**Problem to work on**
Count every line in the following entries where the word "Delray" appears. Give the count alone.

**Data section**

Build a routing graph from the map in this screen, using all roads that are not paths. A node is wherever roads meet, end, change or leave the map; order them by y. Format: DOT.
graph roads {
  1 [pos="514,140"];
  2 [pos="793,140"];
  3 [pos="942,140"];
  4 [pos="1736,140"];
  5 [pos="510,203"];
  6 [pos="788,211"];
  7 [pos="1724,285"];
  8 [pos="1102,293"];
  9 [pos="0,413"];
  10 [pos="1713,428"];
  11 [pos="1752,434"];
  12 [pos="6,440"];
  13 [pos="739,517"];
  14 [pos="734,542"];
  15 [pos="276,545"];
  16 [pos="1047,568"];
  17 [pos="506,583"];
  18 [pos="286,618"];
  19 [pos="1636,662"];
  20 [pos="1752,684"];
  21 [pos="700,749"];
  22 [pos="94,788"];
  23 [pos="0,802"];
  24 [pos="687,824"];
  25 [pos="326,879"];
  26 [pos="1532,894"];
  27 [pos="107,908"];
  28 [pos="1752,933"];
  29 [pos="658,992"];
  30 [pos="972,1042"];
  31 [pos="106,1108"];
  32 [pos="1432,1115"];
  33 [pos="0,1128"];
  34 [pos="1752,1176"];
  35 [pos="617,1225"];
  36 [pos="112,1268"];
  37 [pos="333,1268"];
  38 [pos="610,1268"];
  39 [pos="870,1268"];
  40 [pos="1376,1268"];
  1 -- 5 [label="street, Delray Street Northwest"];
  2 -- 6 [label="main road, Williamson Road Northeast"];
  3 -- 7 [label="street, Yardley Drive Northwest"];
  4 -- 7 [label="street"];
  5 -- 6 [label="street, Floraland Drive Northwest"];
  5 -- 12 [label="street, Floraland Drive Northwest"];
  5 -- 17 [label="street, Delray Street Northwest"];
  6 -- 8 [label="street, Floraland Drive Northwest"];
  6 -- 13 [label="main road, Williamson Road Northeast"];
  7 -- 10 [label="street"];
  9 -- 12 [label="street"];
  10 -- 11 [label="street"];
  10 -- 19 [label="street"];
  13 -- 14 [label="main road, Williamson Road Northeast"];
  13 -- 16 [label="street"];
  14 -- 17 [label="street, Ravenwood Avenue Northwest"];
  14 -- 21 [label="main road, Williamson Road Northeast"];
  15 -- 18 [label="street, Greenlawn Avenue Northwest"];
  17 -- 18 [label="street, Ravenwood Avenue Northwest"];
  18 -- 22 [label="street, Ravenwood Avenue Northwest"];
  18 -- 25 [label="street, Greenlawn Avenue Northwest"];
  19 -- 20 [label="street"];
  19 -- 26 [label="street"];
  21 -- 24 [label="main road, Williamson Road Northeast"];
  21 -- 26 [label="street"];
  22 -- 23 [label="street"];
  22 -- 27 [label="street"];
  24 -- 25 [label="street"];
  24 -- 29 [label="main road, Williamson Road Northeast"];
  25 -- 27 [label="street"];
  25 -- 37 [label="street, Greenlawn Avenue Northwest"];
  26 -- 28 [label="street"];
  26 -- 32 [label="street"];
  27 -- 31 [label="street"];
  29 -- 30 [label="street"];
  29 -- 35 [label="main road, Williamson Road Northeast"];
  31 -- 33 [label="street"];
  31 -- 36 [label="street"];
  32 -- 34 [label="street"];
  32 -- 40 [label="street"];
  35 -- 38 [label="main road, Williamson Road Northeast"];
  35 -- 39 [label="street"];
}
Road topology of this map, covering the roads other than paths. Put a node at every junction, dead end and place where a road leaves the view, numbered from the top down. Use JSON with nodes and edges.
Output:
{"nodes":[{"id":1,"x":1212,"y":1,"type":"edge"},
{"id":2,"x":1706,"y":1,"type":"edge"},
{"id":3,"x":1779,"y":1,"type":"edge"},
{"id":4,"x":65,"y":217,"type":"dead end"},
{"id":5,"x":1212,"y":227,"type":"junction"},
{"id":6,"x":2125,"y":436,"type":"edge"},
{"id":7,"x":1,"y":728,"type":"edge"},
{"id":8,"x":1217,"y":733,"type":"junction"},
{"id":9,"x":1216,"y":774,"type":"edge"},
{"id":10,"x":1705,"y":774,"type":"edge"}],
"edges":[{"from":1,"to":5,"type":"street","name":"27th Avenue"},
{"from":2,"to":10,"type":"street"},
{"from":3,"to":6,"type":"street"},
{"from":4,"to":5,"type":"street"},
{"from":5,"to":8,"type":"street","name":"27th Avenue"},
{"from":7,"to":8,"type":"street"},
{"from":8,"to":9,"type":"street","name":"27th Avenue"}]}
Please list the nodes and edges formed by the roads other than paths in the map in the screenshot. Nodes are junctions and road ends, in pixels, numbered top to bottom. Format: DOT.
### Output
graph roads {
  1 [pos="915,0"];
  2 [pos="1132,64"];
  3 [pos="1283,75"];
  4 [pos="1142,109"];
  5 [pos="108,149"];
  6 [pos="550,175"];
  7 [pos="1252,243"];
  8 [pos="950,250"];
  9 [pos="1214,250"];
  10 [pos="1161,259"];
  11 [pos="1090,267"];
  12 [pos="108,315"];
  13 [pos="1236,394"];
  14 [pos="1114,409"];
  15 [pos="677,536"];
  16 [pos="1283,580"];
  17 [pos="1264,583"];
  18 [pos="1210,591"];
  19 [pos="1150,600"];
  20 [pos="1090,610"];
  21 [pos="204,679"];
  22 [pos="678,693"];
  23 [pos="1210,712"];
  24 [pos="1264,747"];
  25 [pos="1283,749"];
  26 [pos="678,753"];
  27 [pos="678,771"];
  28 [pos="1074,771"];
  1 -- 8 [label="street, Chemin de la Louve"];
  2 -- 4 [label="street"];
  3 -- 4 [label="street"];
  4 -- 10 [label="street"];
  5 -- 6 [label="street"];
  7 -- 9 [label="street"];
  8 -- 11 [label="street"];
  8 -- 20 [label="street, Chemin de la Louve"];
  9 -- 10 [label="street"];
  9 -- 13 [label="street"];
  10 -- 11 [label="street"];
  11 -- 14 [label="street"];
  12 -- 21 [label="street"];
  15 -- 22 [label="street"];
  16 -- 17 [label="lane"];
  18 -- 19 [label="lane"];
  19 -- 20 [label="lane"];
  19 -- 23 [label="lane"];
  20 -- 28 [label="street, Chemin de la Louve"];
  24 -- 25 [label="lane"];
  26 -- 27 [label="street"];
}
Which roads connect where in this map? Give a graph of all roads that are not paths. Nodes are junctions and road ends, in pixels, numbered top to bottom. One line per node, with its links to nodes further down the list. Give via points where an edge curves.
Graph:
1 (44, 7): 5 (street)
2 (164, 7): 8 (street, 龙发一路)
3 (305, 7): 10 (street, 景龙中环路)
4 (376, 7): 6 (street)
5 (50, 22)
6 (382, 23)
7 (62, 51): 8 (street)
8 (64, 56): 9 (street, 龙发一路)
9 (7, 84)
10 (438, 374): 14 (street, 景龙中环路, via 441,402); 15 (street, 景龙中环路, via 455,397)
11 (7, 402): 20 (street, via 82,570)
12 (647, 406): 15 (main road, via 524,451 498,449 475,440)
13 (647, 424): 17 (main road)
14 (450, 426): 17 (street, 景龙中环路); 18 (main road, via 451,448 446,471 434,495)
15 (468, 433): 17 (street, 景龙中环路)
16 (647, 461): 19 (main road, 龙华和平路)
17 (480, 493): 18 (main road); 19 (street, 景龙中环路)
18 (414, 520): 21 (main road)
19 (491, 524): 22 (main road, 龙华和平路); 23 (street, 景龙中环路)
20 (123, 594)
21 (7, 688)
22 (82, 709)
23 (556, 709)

**Result for this task**
2